— Он обязан мне. Но здесь есть один момент.
— Что ты имеешь в виду?
— Как мы туда доберемся? Побережье освещено прожекторами на протяжении пяти километров. К тому же — очень сильный прибой. К причалу портового бассейна можно подойти только на яхте. Исключение составляет только порт в Такоради, и они наверняка будут охранять его.
— Я думаю, что тут можно сделать.
— Идите, все готово, — раздался голос Анны Рилей.

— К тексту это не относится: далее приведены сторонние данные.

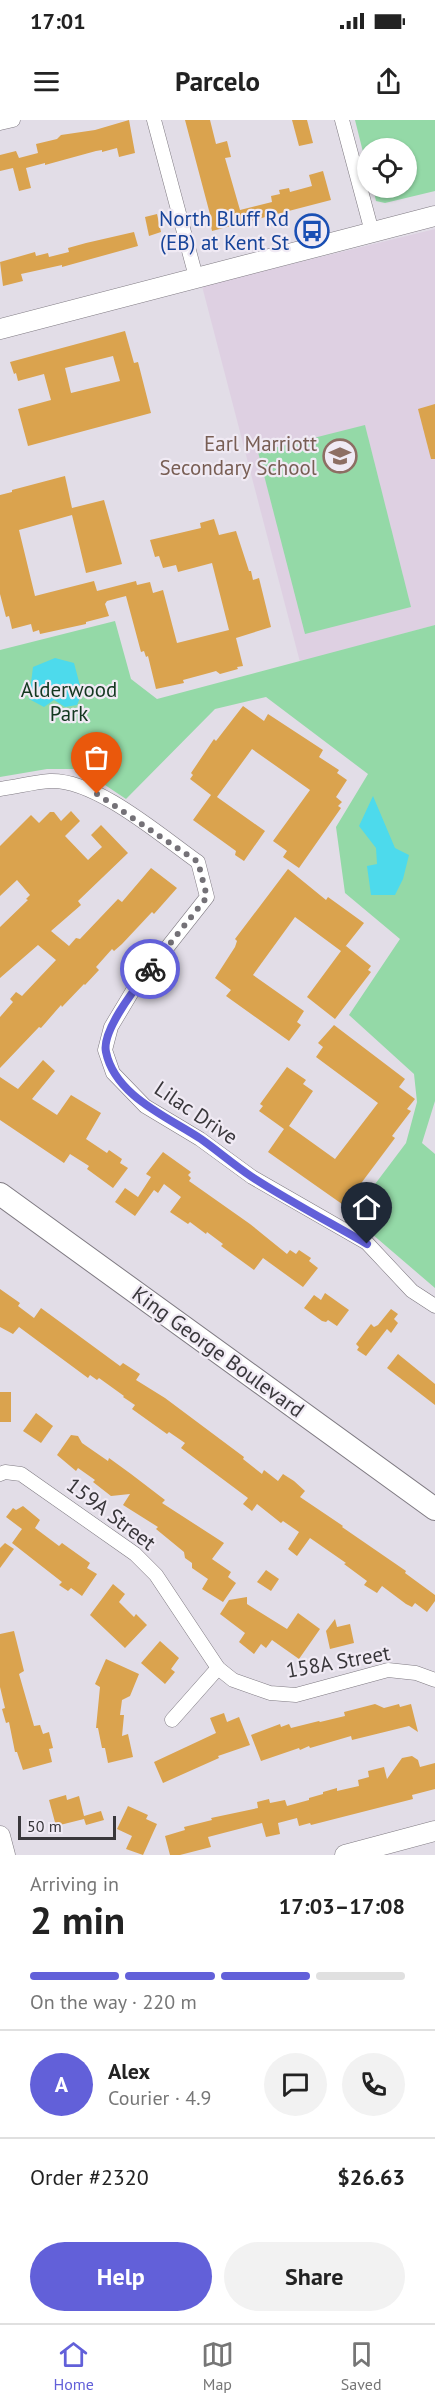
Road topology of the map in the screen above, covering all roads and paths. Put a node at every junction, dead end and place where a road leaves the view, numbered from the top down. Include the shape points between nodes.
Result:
1 (13, 120) edge
2 (154, 120) edge
3 (342, 120) edge
4 (0, 123) edge
5 (435, 216) edge
6 (372, 232) junction
7 (196, 277) junction
8 (0, 329) edge
9 (0, 789) edge
10 (0, 1194) edge
11 (435, 1306) edge
12 (3, 1473) edge
13 (435, 1509) edge
14 (218, 1668) junction
15 (435, 1680) edge
16 (172, 1720) dead end
17 (435, 1831) edge
18 (0, 1836) edge
19 (5, 1855) edge
20 (345, 1855) edge

1 - 4 street
2 - 7 street
3 - 6 street
5 - 6 main road
6 - 7 main road
7 - 8 main road
9 - 11 street, Lilac Drive via 51,781 83,786 198,862 207,897 132,992 111,1027 105,1050 113,1073 145,1106 252,1177 367,1244 412,1291
10 - 13 main road, King George Boulevard
12 - 14 street, 159A Street via 21,1474 135,1554 156,1575
14 - 15 street, 158A Street via 252,1688 296,1695 387,1670
14 - 16 street
17 - 20 main road
18 - 19 main road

Она накрыла лампу колпаком и прикрыла жалюзи иллюминаторов. Каюту наполнял сильный аромат свежесваренного кофе, а на столе были разложены крекер, сыр, фрукты и немного ветчины. Новоиспеченный кок даже нашел время переодеться в элегантный женский халат из жемчужно-белого шелка с черной надписью «Лотос» поперек груди. Шеврон, когда хотел, мог быть по-китайски вежлив, но здесь она явно опередила его, выказывая утонченную любезность.

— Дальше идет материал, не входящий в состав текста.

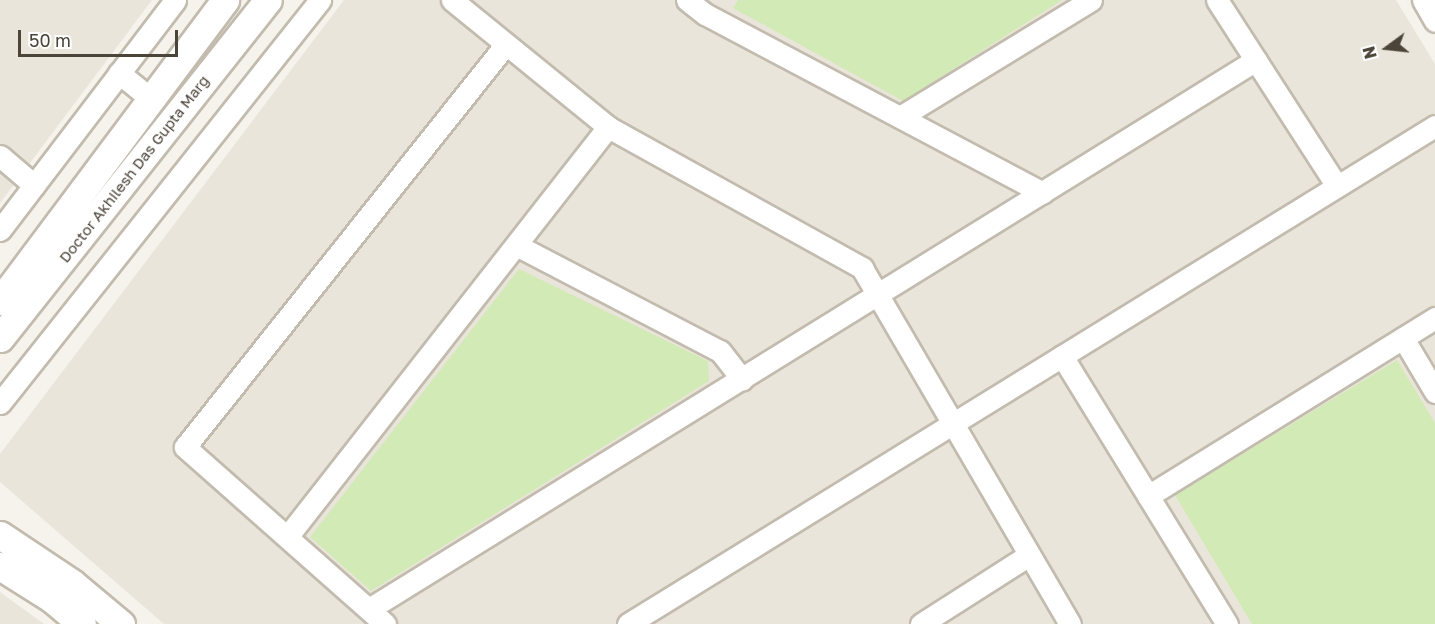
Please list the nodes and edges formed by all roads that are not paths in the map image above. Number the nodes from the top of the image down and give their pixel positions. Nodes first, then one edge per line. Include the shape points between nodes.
1 (175, 0) edge
2 (225, 0) edge
3 (268, 0) edge
4 (320, 0) edge
5 (452, 0) edge
6 (687, 0) edge
7 (1091, 0) edge
8 (1217, 0) edge
9 (1423, 0) edge
10 (709, 7) edge
11 (1435, 21) edge
12 (506, 44) junction
13 (1256, 60) junction
14 (119, 73) junction
15 (144, 107) junction
16 (900, 117) junction
17 (1435, 126) edge
18 (608, 128) junction
19 (162, 133) junction
20 (0, 156) edge
21 (34, 185) junction
22 (1337, 186) junction
23 (1043, 193) junction
24 (0, 230) edge
25 (516, 245) junction
26 (878, 295) junction
27 (0, 301) edge
28 (1435, 318) edge
29 (0, 338) edge
30 (1402, 338) junction
31 (1062, 356) junction
32 (742, 379) junction
33 (1435, 393) edge
34 (0, 404) edge
35 (952, 423) junction
36 (1148, 496) junction
37 (0, 535) edge
38 (287, 537) junction
39 (1029, 555) junction
40 (0, 566) edge
41 (369, 609) junction
42 (82, 624) edge
43 (121, 624) edge
44 (385, 624) edge
45 (628, 624) edge
46 (921, 624) edge
47 (1070, 624) edge
48 (1227, 624) edge

1 - 14 street
2 - 15 street, Doctor Akhilesh Das Gupta Marg
3 - 19 street, Doctor Akhilesh Das Gupta Marg
4 - 34 street
5 - 12 street
6 - 10 street
7 - 16 street
8 - 13 street
9 - 11 street
10 - 16 street
12 - 18 street
12 - 38 street via 185,447
13 - 22 street
13 - 23 street
14 - 15 street
14 - 21 street
15 - 19 street
15 - 27 street, Doctor Akhilesh Das Gupta Marg
16 - 23 street
17 - 22 street
18 - 25 street
18 - 26 street via 862,268
19 - 29 street, Doctor Akhilesh Das Gupta Marg
20 - 21 street
21 - 24 street
22 - 31 street
23 - 26 street
25 - 32 street via 720,351
25 - 38 street
26 - 32 street
26 - 35 street
28 - 30 street
30 - 33 street
30 - 36 street
31 - 35 street
31 - 36 street
32 - 41 street
35 - 39 street
35 - 45 street
36 - 48 street
37 - 43 street via 72,583
38 - 41 street
39 - 46 street
39 - 47 street
40 - 42 street via 52,599
41 - 44 street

Что заслужено, то заслужено по праву.
— Отлично сработано, Рилей, — похвалил Шеврон. — Вы — украшение нашей медслужбы.
Анна разлила кофе по чашкам, без труда сохраняя равновесие, словно прирожденный моряк. Затем она оставила их одних. Выйдя из круга света и прихватив с собой чашку, она села на край койки по правому борту.
Они ели в полном молчании. Девушка словно застыла на своей койке, что не укрылось от внимания Шеврона. Даже когда она двинулась, чтобы поставить чашку на стоящий рядом ящик, это было сделано как-то скованно. Четкие, экономные жесты, соответствующие ее мыслям. Она приподняла окапи, лежащее рядом на койке, и поставила его передние лапы к себе на колени.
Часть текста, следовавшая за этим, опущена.